It did not have to be that way. We could have lost our way, as many have done. India was the great beacon for decolonisation — but it was hardly alone in achieving freedom from its colonial masters. When we achieved Independence, gained after great efforts and great sacrifice, it was from a British Empire that was too weak, and too poor to hold on to us, and having lost us — the colony that supplied it with a war chest, many of its recruits, a captive market and much else — the British lost most of the power to hold on to other people and places. As the biggest colonial power fell, so did others, and slowly, sometimes bloodily, other nations too won their freedom.

It seemed that much of the world was breaking free of their shackles - we would be a planet of equals, at long last - and yet, that did not happen.
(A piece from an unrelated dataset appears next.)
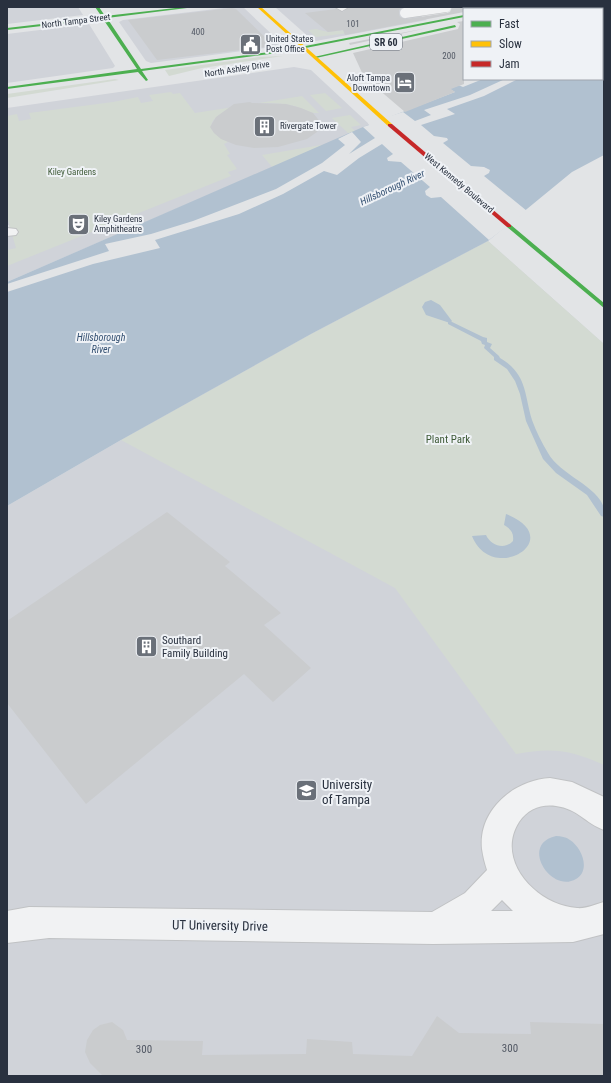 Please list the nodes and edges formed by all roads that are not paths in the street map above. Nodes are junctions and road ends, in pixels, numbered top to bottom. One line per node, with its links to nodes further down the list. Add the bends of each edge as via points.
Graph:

In the post-colonial dawn, many countries could not hold on to the freedom they had fought so hard for. They had achieved freedom from outsiders, but lost it to insiders. What had been once denied to them by imperial masters was now stolen by their own petty dictators. Maybe for us, the most disheartening case was that of Pakistan, because as soon as Jinnah died, the attempts to craft a Constitution was relegated to the background, and the military soon moved in to rule the country.

Spirit of freedom

In India’s case, we were luckier — and we showed some good judgment. As the historian Patrick French shows in his new book, India: A Portrait, it was a brilliant move for the Congress government to appoint Dr Bhimrao Ambedkar as the justice minister of the new government, and then chairman of the Constitution Drafting Committee. Ambedkar was not a member of the Congress; instead, he had been one of its keenest critics.
Therefore, he had a keen eye to safeguard the rights of those who were from outside the circle of privilege and power. Maybe, this is why the Constitution we celebrate on Republic Day has survived, and the democracy and freedoms it envisaged have been deepened and strengthened by initiatives such as Panchayati Raj, and the Right to Information.

On presenting the final draft of the document - after nearly three years of open debate — Ambedkar declared, “No Constitution is perfect (but) I feel that it is workable, it is flexible and it is strong enough to hold the country together both in peacetime and in wartime. Indeed, if I may say so, if things go wrong under the new constitution, the reason will not be that we have had a bad constitution. What we will have to say is, that Man was vile.”

The Constitution has survived, and our democracy and country have survived with it. Most importantly, it has helped create citizens like Akash, who care and are willing to do something for others in this country where the freedoms promised under the Constitution — whether in Kashmir, the North East or any other part of the country — have been denied to them.

We are now the third generation of free Indians: the first were those who saw it achieved, and the second was the one that struggled to implement it. It is up to us, the third generation, to make sure we can not only contribute to this, but also extend those freedoms to as many of our citizens as possible. Then we can be really proud of living in a free country.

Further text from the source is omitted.